[Saved data entries]
++++++++++

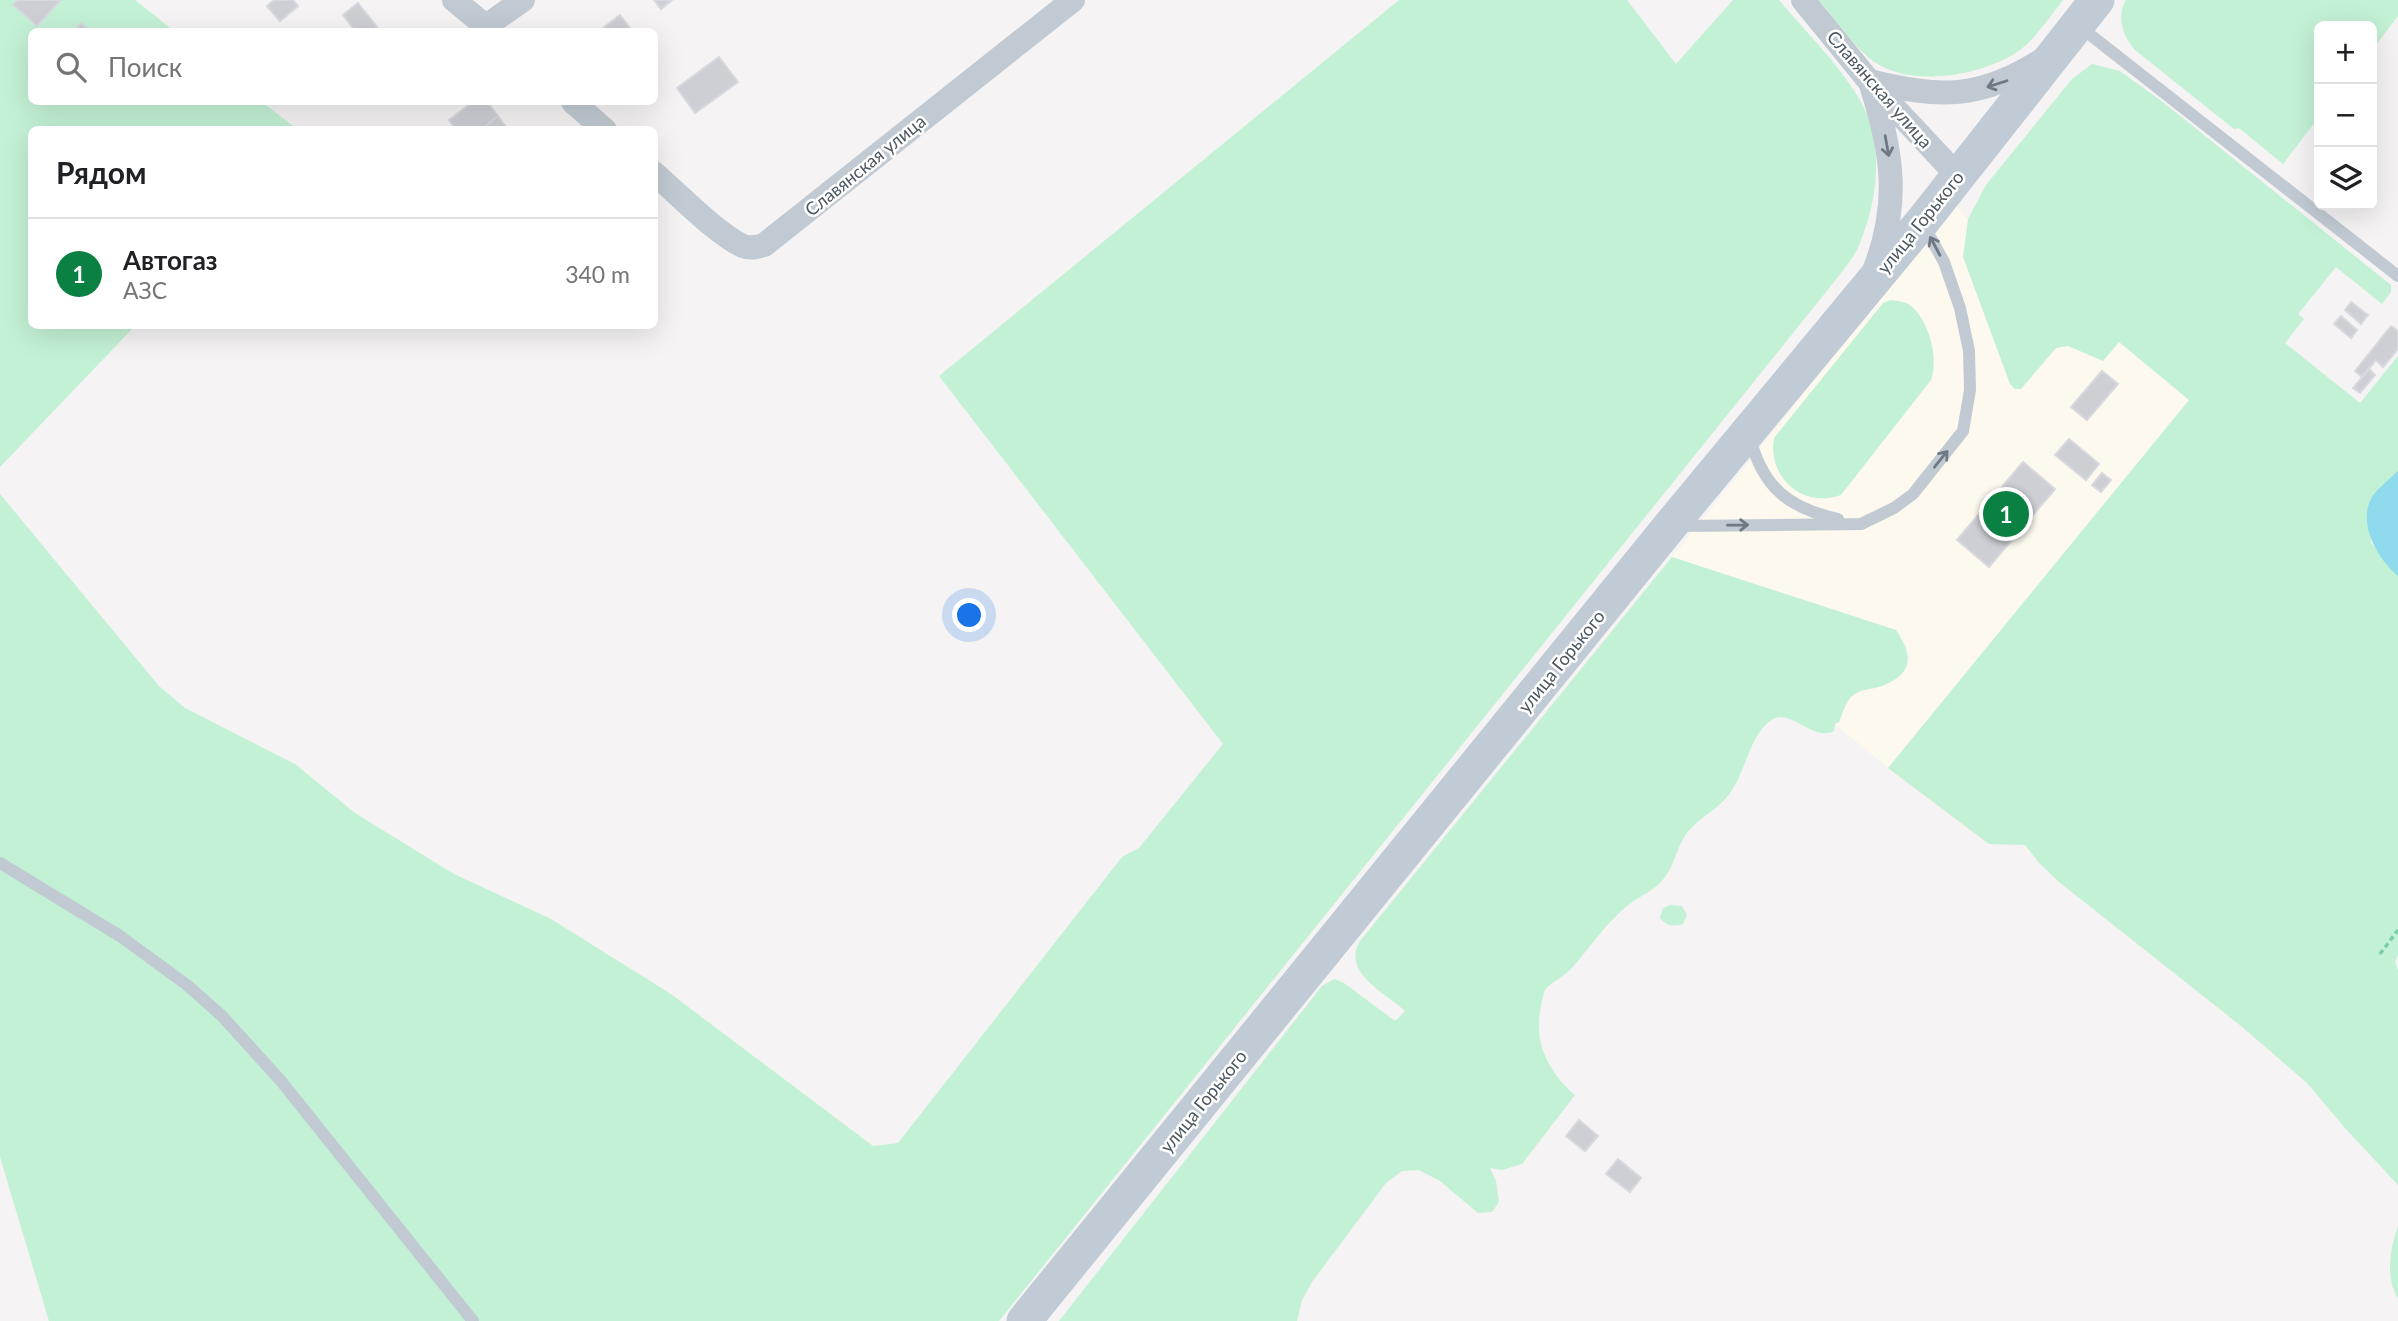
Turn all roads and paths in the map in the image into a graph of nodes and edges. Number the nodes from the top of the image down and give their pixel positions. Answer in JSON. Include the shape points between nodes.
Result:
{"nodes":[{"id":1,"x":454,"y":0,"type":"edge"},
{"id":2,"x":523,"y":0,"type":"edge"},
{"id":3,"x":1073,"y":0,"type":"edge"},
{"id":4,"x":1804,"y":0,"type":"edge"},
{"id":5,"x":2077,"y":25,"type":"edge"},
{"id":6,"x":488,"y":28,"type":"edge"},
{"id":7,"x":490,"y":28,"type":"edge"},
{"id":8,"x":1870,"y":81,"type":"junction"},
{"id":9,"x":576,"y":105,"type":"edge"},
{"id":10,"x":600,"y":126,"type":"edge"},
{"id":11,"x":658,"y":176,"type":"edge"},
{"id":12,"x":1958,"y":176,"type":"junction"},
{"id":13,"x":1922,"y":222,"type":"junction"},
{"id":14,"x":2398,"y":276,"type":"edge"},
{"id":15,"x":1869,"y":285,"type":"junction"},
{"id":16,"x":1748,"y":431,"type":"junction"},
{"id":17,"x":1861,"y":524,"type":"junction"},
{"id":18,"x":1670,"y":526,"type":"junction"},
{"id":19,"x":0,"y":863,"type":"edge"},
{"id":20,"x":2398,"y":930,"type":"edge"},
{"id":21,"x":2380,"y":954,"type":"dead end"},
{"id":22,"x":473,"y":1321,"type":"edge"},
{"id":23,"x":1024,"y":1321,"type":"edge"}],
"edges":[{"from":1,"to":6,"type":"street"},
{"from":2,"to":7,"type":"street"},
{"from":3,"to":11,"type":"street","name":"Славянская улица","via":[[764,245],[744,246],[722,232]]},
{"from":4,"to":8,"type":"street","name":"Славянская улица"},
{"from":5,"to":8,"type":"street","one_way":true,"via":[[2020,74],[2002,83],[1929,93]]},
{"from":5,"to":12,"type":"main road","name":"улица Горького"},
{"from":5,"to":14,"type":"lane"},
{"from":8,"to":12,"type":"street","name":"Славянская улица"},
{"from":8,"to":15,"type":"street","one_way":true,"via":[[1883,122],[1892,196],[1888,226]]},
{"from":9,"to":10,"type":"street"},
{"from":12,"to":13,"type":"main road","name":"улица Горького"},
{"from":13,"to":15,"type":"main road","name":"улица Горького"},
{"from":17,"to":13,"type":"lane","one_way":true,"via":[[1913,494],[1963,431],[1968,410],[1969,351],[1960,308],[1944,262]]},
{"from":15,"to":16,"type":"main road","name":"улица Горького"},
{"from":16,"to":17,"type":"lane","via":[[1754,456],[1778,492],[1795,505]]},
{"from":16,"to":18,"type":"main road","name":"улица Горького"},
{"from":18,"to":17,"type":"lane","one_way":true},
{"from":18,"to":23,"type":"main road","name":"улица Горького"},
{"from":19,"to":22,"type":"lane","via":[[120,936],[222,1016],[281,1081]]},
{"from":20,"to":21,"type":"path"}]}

++++++++++

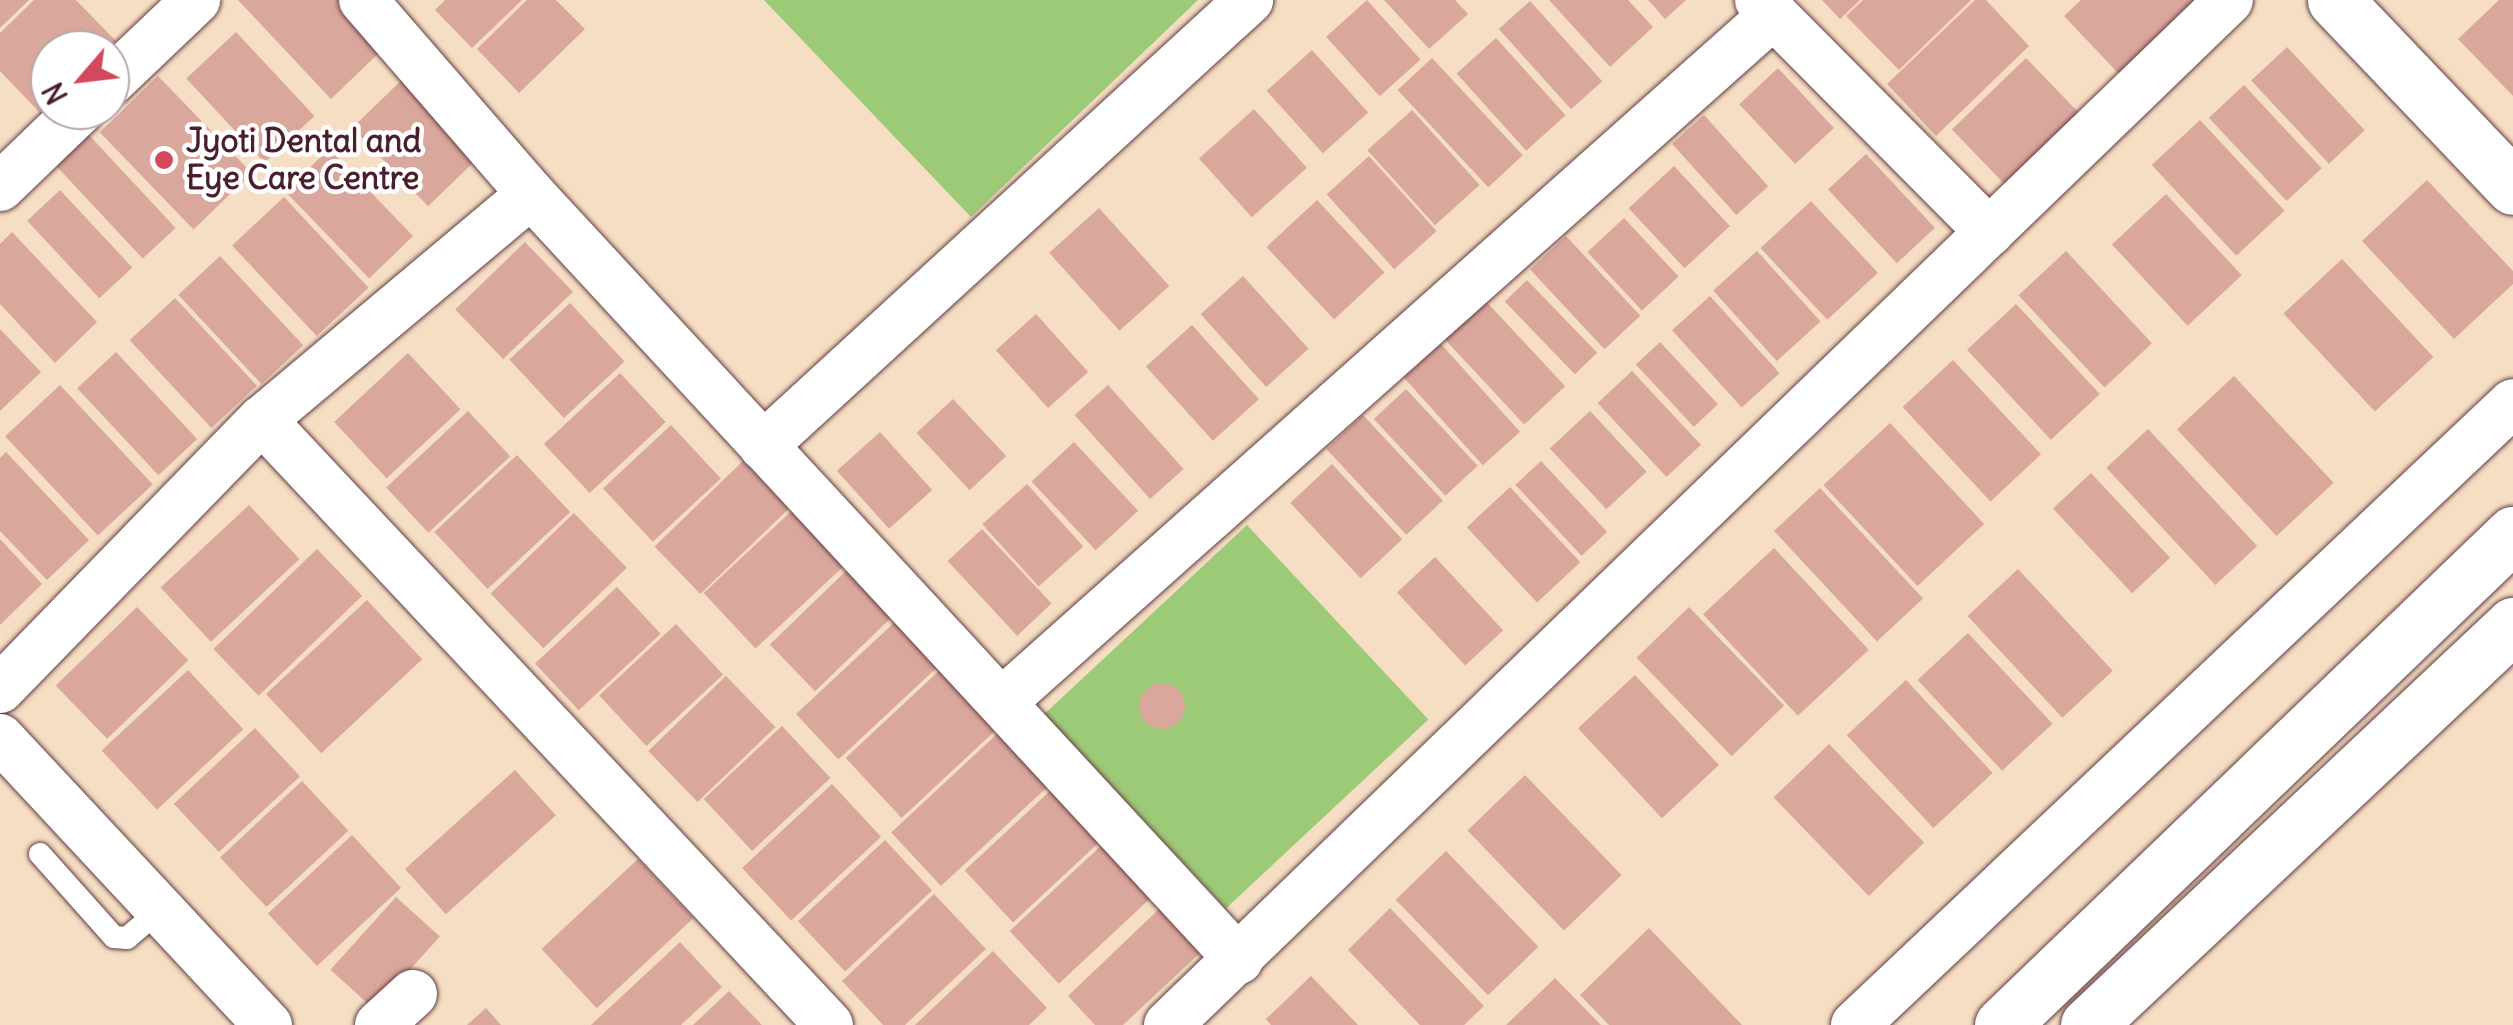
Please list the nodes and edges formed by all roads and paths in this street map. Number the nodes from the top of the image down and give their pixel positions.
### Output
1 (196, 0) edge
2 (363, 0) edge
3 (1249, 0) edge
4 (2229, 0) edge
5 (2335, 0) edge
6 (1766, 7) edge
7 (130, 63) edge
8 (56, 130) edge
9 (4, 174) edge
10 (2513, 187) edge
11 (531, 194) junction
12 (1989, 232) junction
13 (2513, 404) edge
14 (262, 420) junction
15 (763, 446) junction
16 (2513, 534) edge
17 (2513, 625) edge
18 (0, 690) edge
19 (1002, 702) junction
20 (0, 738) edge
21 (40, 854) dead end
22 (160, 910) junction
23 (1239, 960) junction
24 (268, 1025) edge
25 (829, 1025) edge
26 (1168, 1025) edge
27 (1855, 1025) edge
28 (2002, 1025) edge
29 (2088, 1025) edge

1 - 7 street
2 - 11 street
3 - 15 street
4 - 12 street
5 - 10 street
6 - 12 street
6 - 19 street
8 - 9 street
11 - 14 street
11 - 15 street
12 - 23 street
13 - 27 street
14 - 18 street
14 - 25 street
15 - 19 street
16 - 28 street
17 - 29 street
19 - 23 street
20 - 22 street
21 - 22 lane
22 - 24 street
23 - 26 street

++++++++++

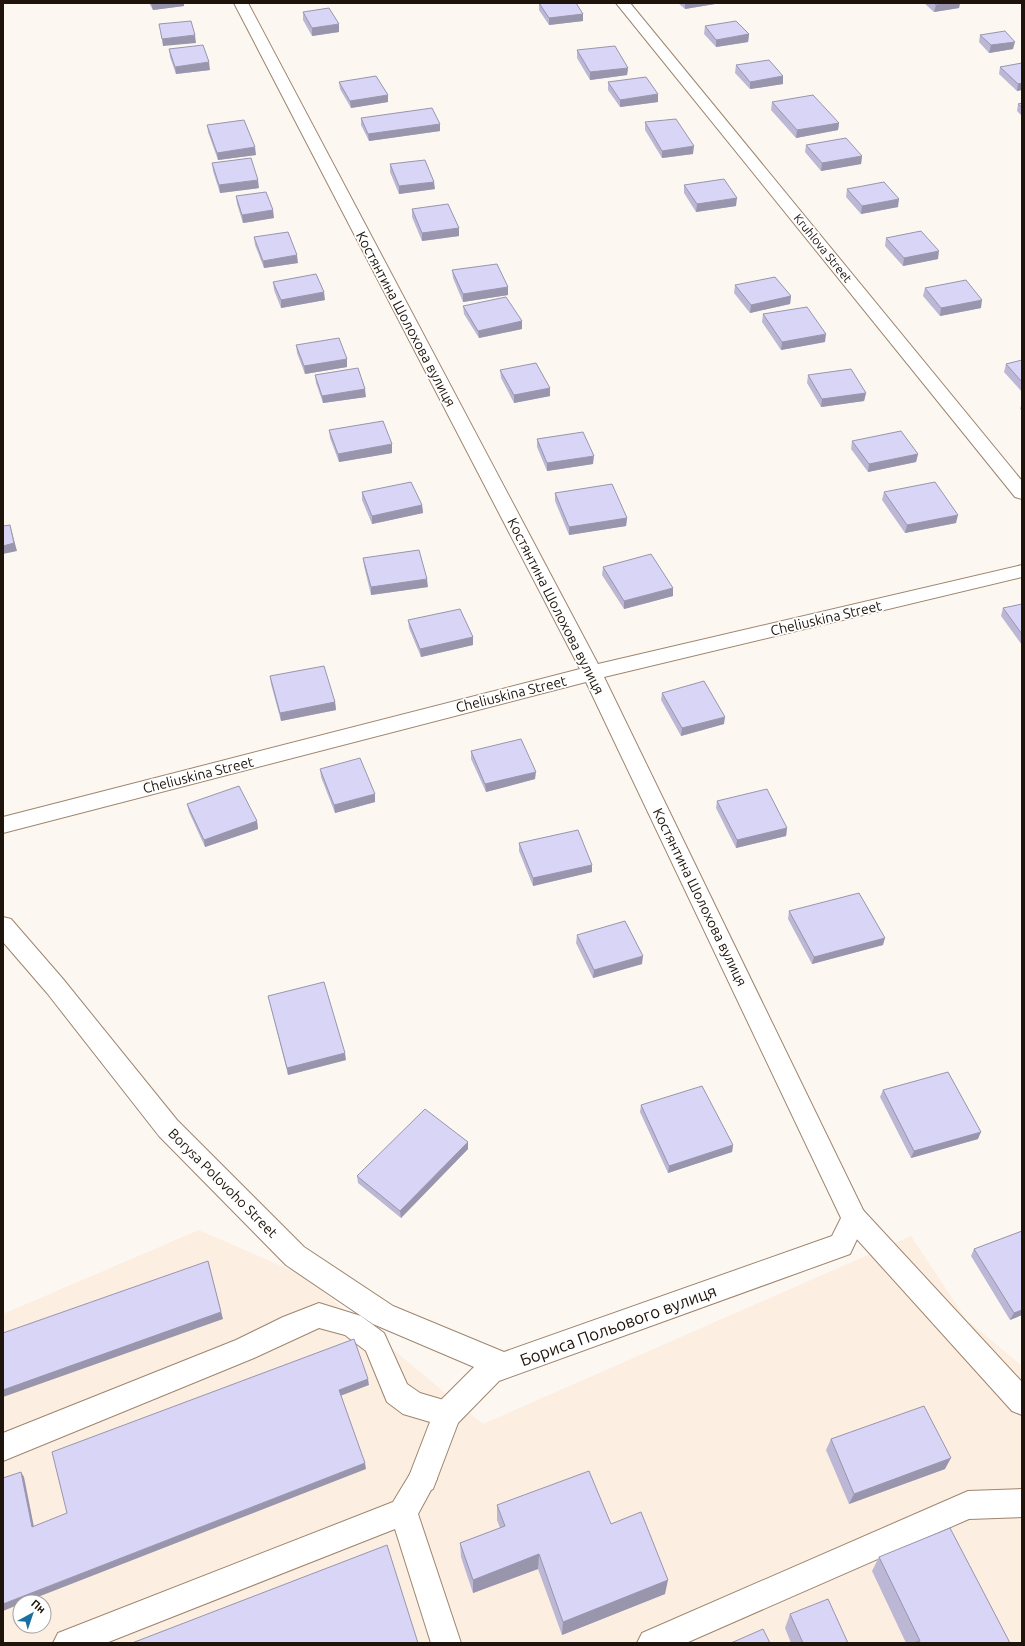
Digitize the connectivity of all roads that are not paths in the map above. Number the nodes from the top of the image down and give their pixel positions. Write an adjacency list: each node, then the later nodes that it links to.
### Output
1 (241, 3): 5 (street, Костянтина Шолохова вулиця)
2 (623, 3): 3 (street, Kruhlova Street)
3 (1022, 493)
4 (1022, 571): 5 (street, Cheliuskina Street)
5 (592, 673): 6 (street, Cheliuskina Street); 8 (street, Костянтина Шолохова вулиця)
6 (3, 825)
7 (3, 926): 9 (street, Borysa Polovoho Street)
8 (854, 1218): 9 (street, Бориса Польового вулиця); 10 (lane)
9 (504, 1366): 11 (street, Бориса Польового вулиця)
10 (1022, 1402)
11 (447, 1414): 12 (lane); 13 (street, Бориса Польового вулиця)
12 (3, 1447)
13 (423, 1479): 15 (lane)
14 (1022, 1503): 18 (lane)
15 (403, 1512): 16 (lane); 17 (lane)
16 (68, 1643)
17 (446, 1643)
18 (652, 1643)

++++++++++

Brief >> Scan the records above for the word "list" and return every line where it occurs.

Solution >>
Please list the nodes and edges formed by all roads and paths in this street map. Number the nodes from the top of the image down and give their pixel positions.
Digitize the connectivity of all roads that are not paths in the map above. Number the nodes from the top of the image down and give their pixel positions. Write an adjacency list: each node, then the later nodes that it links to.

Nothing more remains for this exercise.